PROLOG-REQUEST@SUSHI.STANFORD.EDU (Chuck Restivo, The Moderator) (12/30/87)
PROLOG Digest Thursday, 31 Dec 1987 Volume 5 : Issue 100
Today's Topics:
Announcement - New List,
Implementation - String Concatenation
----------------------------------------------------------------------
Date: Wed, 16 Dec 87 14:45:25 CST
From: reddy@b.cs.uiuc.edu (Uday S. Reddy)
Subject: Mailing list on narrowing
A new mailing list dedicated to the discussion of narrowing in
functional and equational languages is being created. Narrowing is an
operational mechanism using which expressions with free variables can
be "executed" producing solutions for the free variables. This is one
of the approaches to combining functional programming and logic
programming paradigms into a unified framework.
The mailing list will be based at University of Illinois, at the
address narrow@a.cs.uiuc.edu. Please send requests for addition to
the mailing list to narrow-request@a.cs.uiuc.edu or
reddy@a.cs.uiuc.edu.
-- Uday Reddy
------------------------------
Date: Tue, 29 Dec 87 00:06:55 PST
From: quintus!ok@Sun.COM (Richard A. O'Keefe)
Subject: On String Concatenation
Although several Prolog dialects provide operations on strings, as
many more do not, and among those that do, the names and capabilities of
the operations vary considerably. Most of them are just warmed-over
BASIC, which means that as part of a "logic" programming language they
are very badly designed indeed. Come to that, they aren't all that
wonderful in BASIC, either. And if people at ----- or --- or --- or ---
or ------ ------- ------------- think I'm talking about their product, I
*am*. Very badly designed indeed. Most of the others are warmed-over
Lisp, which means that although they are not that badly designed, they
may fairly be described as excessively restrictive.

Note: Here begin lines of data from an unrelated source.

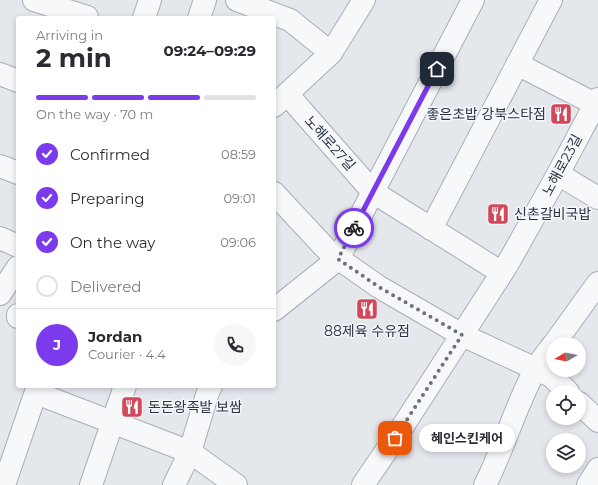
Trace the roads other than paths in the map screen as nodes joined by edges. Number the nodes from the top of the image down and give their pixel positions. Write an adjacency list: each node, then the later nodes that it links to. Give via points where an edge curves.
1 (34, 0): 8 (street)
2 (150, 0): 9 (street)
3 (205, 0): 10 (street)
4 (364, 0): 11 (street, 노해로27길)
5 (473, 0): 20 (street)
6 (551, 0): 12 (street)
7 (251, 6): 11 (street, via 290,20)
8 (89, 12)
9 (145, 16)
10 (200, 16)
11 (330, 53): 15 (street, 노해로27길)
12 (517, 64): 16 (street); 23 (street)
13 (0, 74): 14 (street)
14 (16, 80)
15 (280, 100): 20 (street, 노해로27길)
16 (596, 101): 19 (street, 노해로23길)
17 (0, 166): 18 (street)
18 (16, 172)
19 (558, 174): 21 (street); 28 (street, 노해로23길)
20 (373, 192): 23 (street); 26 (street)
21 (598, 198)
22 (278, 204): 26 (street)
23 (431, 229): 28 (street)
24 (0, 238): 25 (street)
25 (16, 245)
26 (338, 259): 31 (street); 32 (street, via 379,287)
27 (16, 270): 30 (street)
28 (502, 273): 32 (street, 노해로23길)
29 (598, 282): 33 (street)
30 (0, 294)
31 (276, 308)
32 (462, 335): 35 (street); 49 (street, 노해로23길)
33 (559, 337)
34 (546, 355): 35 (street)
35 (536, 369): 36 (street, via 551,376); 50 (street)
36 (561, 385)
37 (36, 388): 42 (street); 45 (street)
38 (124, 388): 42 (street)
39 (210, 388): 43 (street)
40 (586, 410): 41 (street)
41 (598, 421)
42 (112, 422): 43 (street); 46 (street)
43 (190, 452): 47 (street); 48 (street)
44 (598, 469): 51 (street)
45 (4, 485)
46 (91, 485)
47 (174, 485)
48 (236, 485)
49 (363, 485)
50 (485, 485)
51 (588, 485)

I have just been looking at a medium size program (6,400 lines of
Prolog-with-a-blunt-knife) which uses string concatenation lavishly.

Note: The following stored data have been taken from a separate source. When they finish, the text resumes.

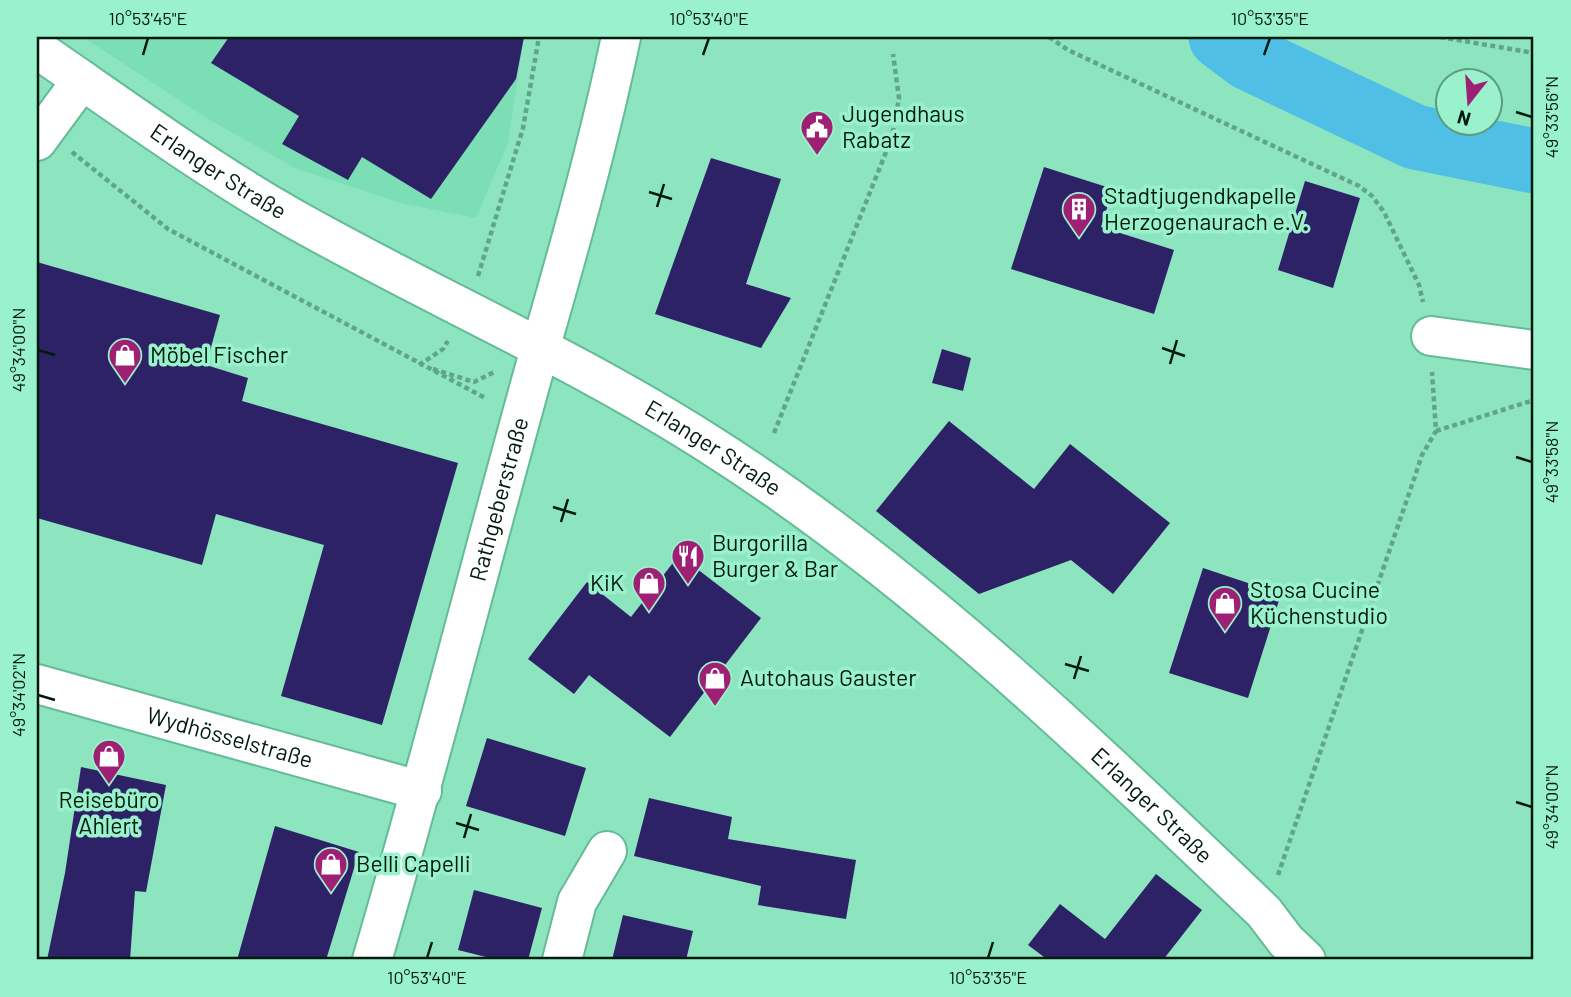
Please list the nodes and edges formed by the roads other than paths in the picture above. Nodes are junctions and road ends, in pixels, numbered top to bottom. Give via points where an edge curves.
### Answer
1 (621, 37) edge
2 (37, 49) edge
3 (82, 80) junction
4 (40, 135) edge
5 (1431, 335) road end
6 (541, 348) junction
7 (1534, 350) edge
8 (37, 684) edge
9 (422, 791) junction
10 (607, 850) dead end
11 (372, 960) edge
12 (562, 960) edge
13 (1306, 960) edge

1 - 6 street, Rathgeberstraße via 593,161
2 - 3 street, Erlanger Straße
3 - 4 street
3 - 6 street, Erlanger Straße via 201,163 276,208
5 - 7 street
6 - 9 street, Rathgeberstraße
6 - 13 street, Erlanger Straße via 707,442 805,508 998,662 1264,912
8 - 9 street, Wydhösselstraße
9 - 11 street, Rathgeberstraße
10 - 12 street via 577,902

Just in case you are alarmed, this is NOT the Quintus Prolog compiler,
nor any other Quintus product. In the Quintus Prolog version of this
program, the operation is coded thus:
concat_atom(Constants, Atom) :-
concat_chars(Constants, Chars),
atom_chars(Atom, Chars). % you may need name/2
concat_chars([], []).
concat_chars([Constant|Constants], Chars) :-
name(Constant, Name),
append(Name, Chars1, Chars),
concat_chars(Constants, Chars1).
This is fine, as far as it goes. Prolog atoms are an almost
perfect analogue of SNOBOL IV strings. But there are three snags:
(a) in most Prolog systems known to me, the atom length bound is
smaller than the string length bound. A good design rule is
that the Prolog atom length bound should be no less than the
host operating system's file-name length bound, which is about
1024 in a good UNIX. Few Prolog systems meet this not-very-
stringent condition.
(b) in many Prolog systems there is a smallish limit on the number
of atoms you can have. For example, in --- Prolog, you can
only have 907. When you recall that NU7 Prolog, running on a
PDP-11 with 64kbytes of address space, would let you have 1023
atoms, a limit of 907 on an IBM PC or a Macintosh is absurd.
Come to that, any limit other than "storage exhausted" is absurd.
(c) Restriction (b) might be tolerable, but most Prolog systems do
not garbage collect atoms. (There is no reason why they can't,
they just don't.)
So if you rely too heavily on concat_atom/2, you run the risk of
(a) not being able to represent the result, (b) running out of atoms
-- even though there might be lots of storage left --, or (c) tying
up storage forever with atoms that were useful once.
This sounds like a powerful argument for having a string data-
type in the language. But is it?
(a) There is no reason why atoms should have to be short. If space
is tight, you might want to represent "normal" atoms by a
pointer to a length byte followed by that many characters, but
there is no reason why you couldn't reserve length 255 to mean
"long name" and use some other representation for long atoms.
(b) There is no good reason for the atom count limit being small.
I put together a symbol table design for the IBM PC where the
limit was 2^16 minus a few; this didn't even store atom lengths
explicitly, and was very compact. If you can do it for the IBM
PC, you can do it for decent machines.
(c) There is no reason why the atom table couldn't be garbage
collected. SNOBOL did it, after all.
But still, it must be more efficient to allocate strings in the same
area as compound terms and have them vanish on backtracking, and never
have to look them up in the symbol table? This is almost certainly
true, but the odd thing is that if efficiency is your concern you are
better off using lists of character codes than strings. This is a very
surprising result, but it is true in the Lisp systems I have tried too.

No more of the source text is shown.